To understand not wanting to be involved

431 replies

CandyApplePie · 15/05/2022 10:22

In this situation.....Probably get flamed for this but anyway

I am on another site where a woman has had a baby from a one night stand (this is what he has referred to her as) they met once and she fell pregnant and kept the baby, he doesn't want to be involved and expressed that to her from the beginning. She kept the baby and is now pursuing him for child maintenance. The man is angry and telling her she was just a one night stand and to go away and that he wants nothing to do with the baby, he is saying he used a condom (she says they didn't) so it's not his baby, they are going to be doing a dna test but he is insisting the child is nothing to do with him. All the comments are along the lines of "how can he just walk away" "how can he want nothing to do with the child" "babies are a blessing" "having a child is the most amazing experience" but aibu to understand why someone wouldn't want to be tied to a stranger for the rest of their lives? Maintenance is a separate issue but I can understand why a man wouldn't want to be involved in raising the child, he is insisting he did use a condom she says they didn't so no one really knows the truth their apart from the two of them.

OP posts:
mintybobs · 15/05/2022 16:14

CandyApplePie · 15/05/2022 14:30

That’s awful. Unfortunately people on here will still blame him as he shouldn’t have sex unless he wants a baby obviously 🙄😏

wouldn’t say the same about a woman having an abortion though would they?

Its not about "blame" its about consequences. Blame is an emotional term, consequences are simply cause and effect and have no bearing whatsoever on anyone's intentions or good character, they just happen. You have sex with someone- there is a chance a baby will result, even when contraception is used.

And yes, its the same for women and abortions. The only difference being, women have no choice but to live with the consequences of their decision to have sex because its happening to their body, they HAVE to deal with it one way or the other. They dont have the luxury of just not dealing with it or running away like men do in this scenario.

allboysherebutme · 15/05/2022 16:19

If it is his he should pay maintenance, but if he doesn't want to be involved I understand.
If he did use a condom I feel sad for both or them, maybe it was faulty, but this baby was not made from love.
I'm sure her mum adores her and it was her choice to carry on with the pregnancy, but I don't think the dad should be forced to be involved. X

Hollygolightly86 · 15/05/2022 16:19

Pumperthepumper · 15/05/2022 16:12

It’s because one of them is making a choice about what happens to their own body.

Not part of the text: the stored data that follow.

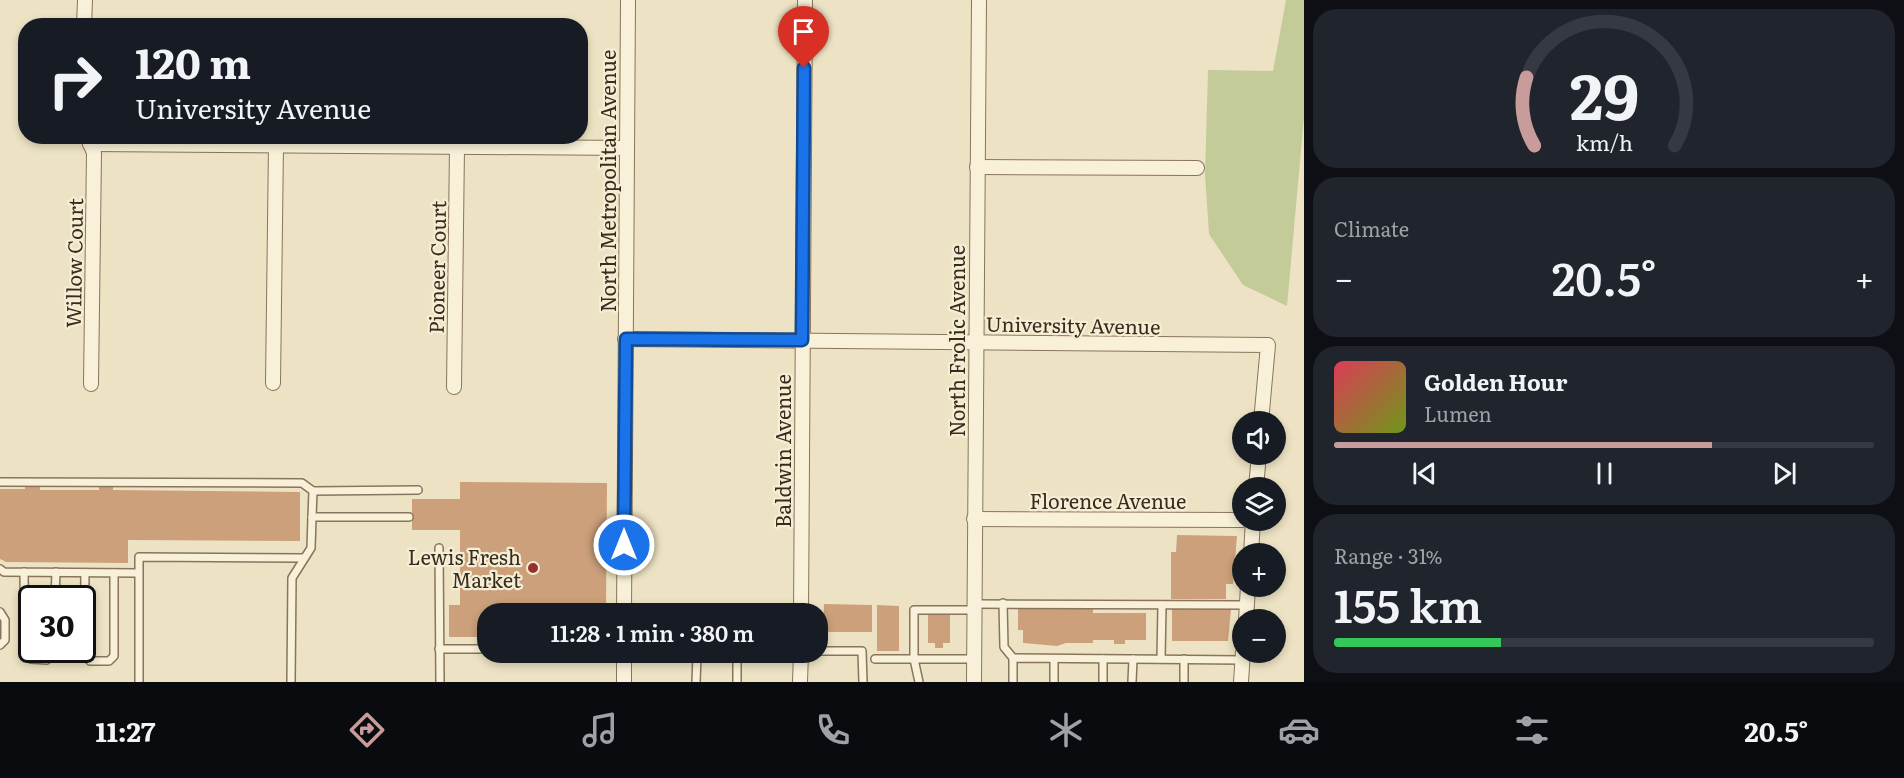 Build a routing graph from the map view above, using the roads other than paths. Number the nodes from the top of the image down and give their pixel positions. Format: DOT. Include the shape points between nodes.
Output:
graph roads {
  1 [pos="84,0"];
  2 [pos="628,0"];
  3 [pos="805,0"];
  4 [pos="979,0"];
  5 [pos="84,18"];
  6 [pos="91,144"];
  7 [pos="239,144"];
  8 [pos="276,145"];
  9 [pos="457,147"];
  10 [pos="627,148"];
  11 [pos="977,167"];
  12 [pos="1197,168"];
  13 [pos="626,339"];
  14 [pos="802,340"];
  15 [pos="976,342"];
  16 [pos="273,383"];
  17 [pos="91,384"];
  18 [pos="454,387"];
  19 [pos="1262,411"];
  20 [pos="0,482"];
  21 [pos="418,490"];
  22 [pos="313,491"];
  23 [pos="312,517"];
  24 [pos="410,517"];
  25 [pos="974,519"];
  26 [pos="1232,520"];
  27 [pos="439,548"];
  28 [pos="304,558"];
  29 [pos="0,569"];
  30 [pos="24,572"];
  31 [pos="56,572"];
  32 [pos="84,573"];
  33 [pos="114,573"];
  34 [pos="138,573"];
  35 [pos="24,585"];
  36 [pos="56,585"];
  37 [pos="624,603"];
  38 [pos="801,603"];
  39 [pos="1003,603"];
  40 [pos="1162,605"];
  41 [pos="976,607"];
  42 [pos="1232,611"];
  43 [pos="0,612"];
  44 [pos="0,645"];
  45 [pos="439,649"];
  46 [pos="477,649"];
  47 [pos="828,651"];
  48 [pos="1232,657"];
  49 [pos="1013,658"];
  50 [pos="875,659"];
  51 [pos="914,659"];
  52 [pos="975,659"];
  53 [pos="1054,659"];
  54 [pos="1103,659"];
  55 [pos="1133,659"];
  56 [pos="1161,659"];
  57 [pos="1184,659"];
  58 [pos="624,663"];
  59 [pos="696,663"];
  60 [pos="738,663"];
  61 [pos="801,663"];
  62 [pos="1242,663"];
  63 [pos="139,682"];
  64 [pos="291,682"];
  65 [pos="440,682"];
  66 [pos="624,682"];
  67 [pos="696,682"];
  68 [pos="737,682"];
  69 [pos="800,682"];
  70 [pos="863,682"];
  71 [pos="919,682"];
  72 [pos="974,682"];
  73 [pos="1013,682"];
  74 [pos="1054,682"];
  75 [pos="1103,682"];
  76 [pos="1132,682"];
  77 [pos="1184,682"];
  78 [pos="1241,682"];
  1 -- 5 [label="street"];
  2 -- 10 [label="street, North Metropolitan Avenue"];
  3 -- 14 [label="street, Baldwin Avenue"];
  4 -- 11 [label="street, North Frolic Avenue"];
  6 -- 17 [label="street, Willow Court" via="94,153"];
  7 -- 8 [label="street"];
  8 -- 9 [label="street"];
  8 -- 16 [label="street"];
  9 -- 10 [label="street"];
  9 -- 18 [label="street, Pioneer Court"];
  10 -- 13 [label="street, North Metropolitan Avenue"];
  11 -- 12 [label="street"];
  11 -- 15 [label="street, North Frolic Avenue"];
  13 -- 14 [label="street, University Avenue"];
  13 -- 37 [label="street, North Metropolitan Avenue"];
  14 -- 15 [label="street, University Avenue"];
  14 -- 38 [label="street, Baldwin Avenue"];
  15 -- 19 [label="street, University Avenue" via="1268,345"];
  15 -- 25 [label="street, North Frolic Avenue"];
  20 -- 22 [label="lane" via="302,483"];
  21 -- 22 [label="lane"];
  22 -- 23 [label="lane"];
  23 -- 24 [label="lane"];
  23 -- 28 [label="lane" via="311,548"];
  25 -- 26 [label="street, Florence Avenue"];
  25 -- 41 [label="street, North Frolic Avenue"];
  27 -- 45 [label="lane"];
  28 -- 34 [label="lane" via="139,557"];
  28 -- 64 [label="lane" via="292,578"];
  29 -- 30 [label="lane"];
  30 -- 31 [label="lane"];
  30 -- 35 [label="lane"];
  31 -- 32 [label="lane"];
  31 -- 36 [label="lane"];
  32 -- 33 [label="lane"];
  32 -- 33 [label="lane" via="84,652 90,661 109,661 114,656"];
  33 -- 34 [label="lane"];
  34 -- 63 [label="lane"];
  39 -- 40 [label="lane"];
  39 -- 41 [label="lane"];
  39 -- 49 [label="lane" via="1004,647"];
  40 -- 42 [label="lane"];
  40 -- 56 [label="lane"];
  41 -- 51 [label="lane" via="914,610"];
  41 -- 52 [label="street, North Frolic Avenue"];
  43 -- 44 [label="lane" via="5,620 5,640"];
  45 -- 46 [label="lane"];
  45 -- 65 [label="lane"];
  47 -- 70 [label="lane" via="862,651"];
  48 -- 57 [label="lane"];
  49 -- 53 [label="lane"];
  49 -- 73 [label="lane"];
  50 -- 51 [label="lane"];
  51 -- 52 [label="lane"];
  51 -- 71 [label="lane"];
  52 -- 72 [label="street, North Frolic Avenue"];
  53 -- 54 [label="lane"];
  53 -- 74 [label="lane"];
  54 -- 55 [label="lane"];
  54 -- 75 [label="lane"];
  55 -- 56 [label="lane"];
  55 -- 76 [label="lane"];
  56 -- 57 [label="lane"];
  57 -- 77 [label="lane"];
  58 -- 66 [label="street"];
  59 -- 67 [label="lane"];
  60 -- 68 [label="lane"];
  61 -- 69 [label="street"];
  62 -- 78 [label="street"];
}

And the other is making a choice about what happens to someone else’s body.

So they’re not the same thing at all.

I do understand that but the woman (in this case) is a willing participant, any adult woman knows the consequences of unprotected sex and should therefore ensure that she doesn’t get pregnant whatever protection she chooses to use

mintybobs · 15/05/2022 16:28

Hollygolightly86 · 15/05/2022 16:19

I do understand that but the woman (in this case) is a willing participant, any adult woman knows the consequences of unprotected sex and should therefore ensure that she doesn’t get pregnant whatever protection she chooses to use

The man is also a willing participant. If the women needs to use contraception then so does he and he should always wear a condom then

StinkyWizzleteets · 15/05/2022 16:29

The poor man firing spunk into a vagina and then having to face the consequences of his irresponsible ejaculation. How could we destroy his life due to his 10 seconds of pulsing pleasure that he could easily have produced by hand into a tissue… those nasty nasty women not aborting and putting themselves through a traumatic experience just to appease said man and his 10 seconds of spunky pleasure.

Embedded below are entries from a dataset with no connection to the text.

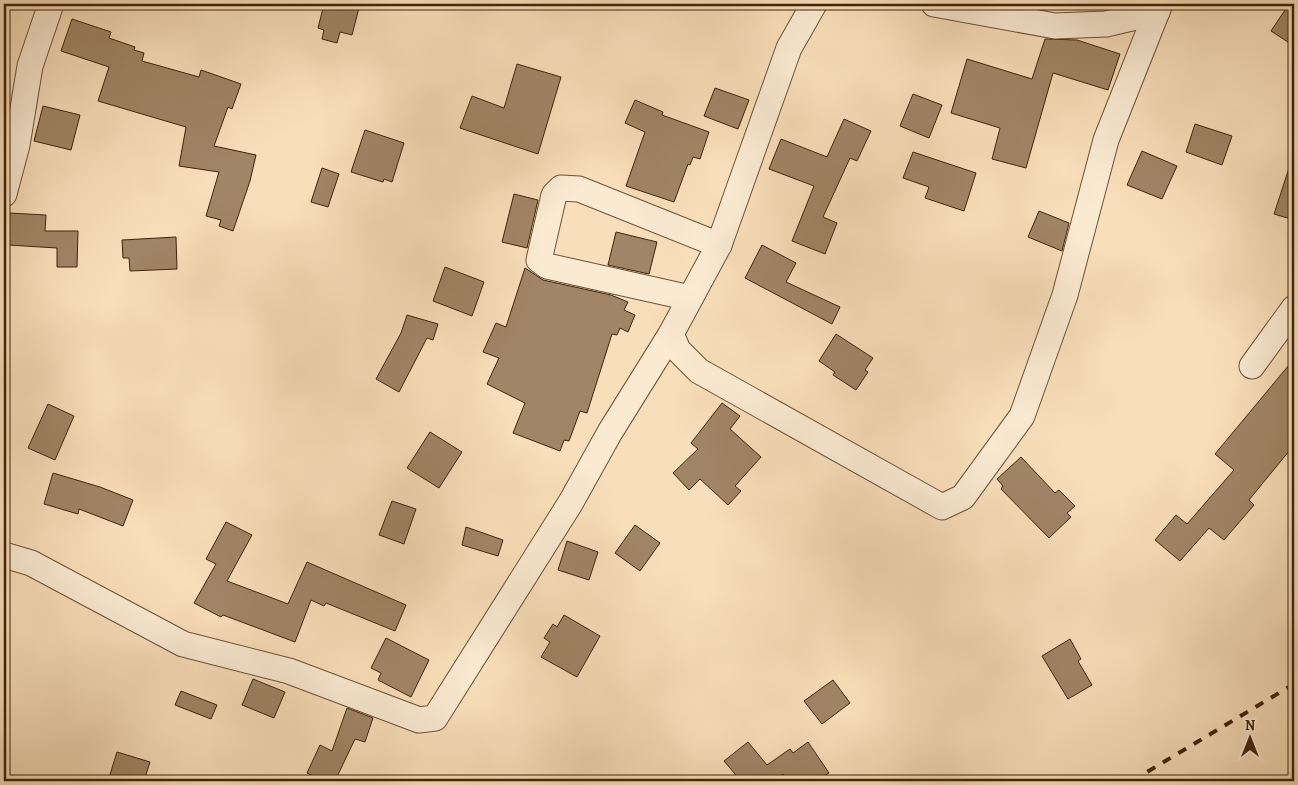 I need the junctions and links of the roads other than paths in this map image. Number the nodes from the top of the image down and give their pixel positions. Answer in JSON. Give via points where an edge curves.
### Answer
{"nodes":[{"id":1,"x":51,"y":4,"type":"edge"},
{"id":2,"x":814,"y":4,"type":"edge"},
{"id":3,"x":934,"y":4,"type":"edge"},
{"id":4,"x":1159,"y":8,"type":"edge"},
{"id":5,"x":4,"y":194,"type":"edge"},
{"id":6,"x":719,"y":245,"type":"junction"},
{"id":7,"x":690,"y":298,"type":"junction"},
{"id":8,"x":1294,"y":308,"type":"edge"},
{"id":9,"x":671,"y":334,"type":"junction"},
{"id":10,"x":1252,"y":366,"type":"dead end"},
{"id":11,"x":4,"y":556,"type":"edge"}],
"edges":[{"from":1,"to":5,"type":"street","via":[[30,66],[17,145]]},
{"from":2,"to":6,"type":"street","via":[[789,48]]},
{"from":3,"to":4,"type":"street","via":[[1056,26],[1106,24]]},
{"from":4,"to":9,"type":"street","via":[[1106,140],[1065,295],[1022,416],[963,497],[942,507],[913,493],[699,371],[678,350]]},
{"from":6,"to":7,"type":"street"},
{"from":6,"to":7,"type":"street","via":[[579,189],[562,188],[554,195],[539,260],[547,266]]},
{"from":7,"to":9,"type":"street"},
{"from":8,"to":10,"type":"street"},
{"from":9,"to":11,"type":"street","via":[[435,718],[419,720],[289,671],[183,644],[32,563]]}]} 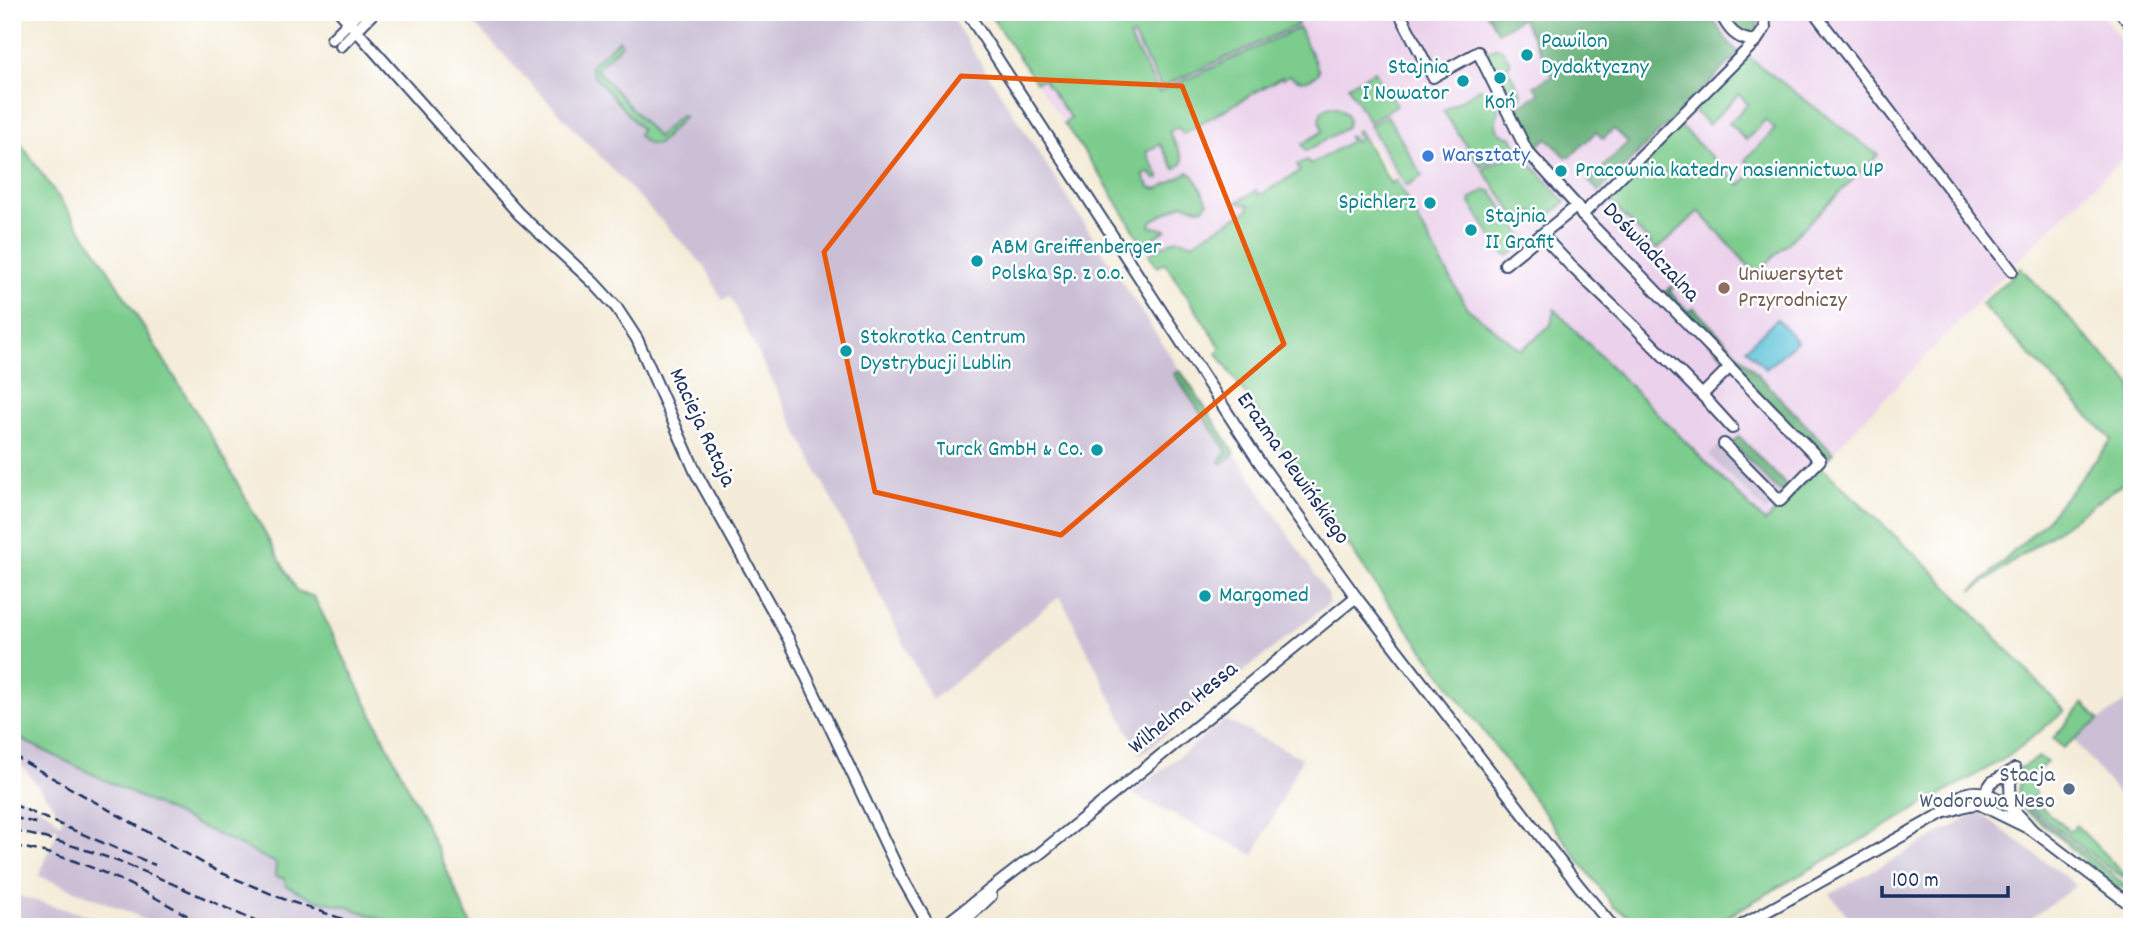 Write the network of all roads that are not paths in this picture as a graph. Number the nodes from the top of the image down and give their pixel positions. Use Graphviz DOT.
graph roads {
  1 [pos="340,12"];
  2 [pos="359,12"];
  3 [pos="374,12"];
  4 [pos="967,12"];
  5 [pos="1399,12"];
  6 [pos="1720,12"];
  7 [pos="1764,12"];
  8 [pos="1814,12"];
  9 [pos="2124,12"];
  10 [pos="2132,23"];
  11 [pos="353,26"];
  12 [pos="1756,41"];
  13 [pos="337,42"];
  14 [pos="1579,211"];
  15 [pos="1542,235"];
  16 [pos="1505,264"];
  17 [pos="2012,271"];
  18 [pos="1730,368"];
  19 [pos="1702,395"];
  20 [pos="1732,428"];
  21 [pos="1724,444"];
  22 [pos="1356,597"];
  23 [pos="1986,792"];
  24 [pos="1971,803"];
  25 [pos="1985,806"];
  26 [pos="2011,809"];
  27 [pos="1945,812"];
  28 [pos="2032,830"];
  29 [pos="1038,855"];
  30 [pos="2132,906"];
  31 [pos="930,927"];
  32 [pos="942,927"];
  33 [pos="958,927"];
  34 [pos="1613,927"];
  35 [pos="1739,927"];
  1 -- 11 [label="street, Macieja Rataja"];
  2 -- 11 [label="street"];
  3 -- 11 [label="street"];
  4 -- 22 [label="street, Erazma Plewińskiego"];
  5 -- 14 [label="street"];
  6 -- 12 [label="street"];
  7 -- 12 [label="street, Doświadczalna"];
  8 -- 17 [label="street"];
  9 -- 10 [label="main road"];
  11 -- 13 [label="street"];
  11 -- 31 [label="street, Macieja Rataja"];
  12 -- 14 [label="street, Doświadczalna"];
  14 -- 15 [label="street"];
  14 -- 18 [label="street, Doświadczalna"];
  15 -- 16 [label="street"];
  15 -- 19 [label="street"];
  18 -- 19 [label="street"];
  18 -- 21 [label="street, Doświadczalna"];
  19 -- 20 [label="street"];
  22 -- 29 [label="street, Wilhelma Hessa"];
  22 -- 34 [label="street, Erazma Plewińskiego"];
  23 -- 24 [label="street"];
  23 -- 25 [label="street"];
  23 -- 26 [label="street"];
  23 -- 26 [label="street"];
  23 -- 27 [label="street"];
  24 -- 25 [label="street"];
  24 -- 27 [label="street"];
  25 -- 28 [label="street"];
  26 -- 28 [label="street"];
  27 -- 35 [label="street"];
  28 -- 30 [label="street"];
  29 -- 32 [label="street, Wilhelma Hessa"];
  29 -- 33 [label="street, Wilhelma Hessa"];
}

it does take two to make a baby and when you enter into that consensual contract to bump uglies you’re taking on any and all associated risks including failure of contraceptive and possible pregnancy. It’s a gamble. He gets his 10 seconds of pulsating pleasure and goes or he’s stuck with a biological child for life. Randy roulette

why shouldn’t a man be held responsible for his ejaculate? Why is it that he can walk away without any repercussions and the woman has to take on the full burden of his need to cum inside of her instead of on her or in a sock/on the curtains? Even if her choice is to abort, she is the one dealing with the potentially dangerous and traumatic experience while he lives to fuck another woman another evening without any consequences.

if you out your cock inside a vagina, you do so knowing there are potentially unwanted outcomes. You can mitigate but you cannot fully eliminate these outcomes. So don’t put your cock inside someone’s vagina unless you’re prepared for any and all potential consequences. It really is that simple.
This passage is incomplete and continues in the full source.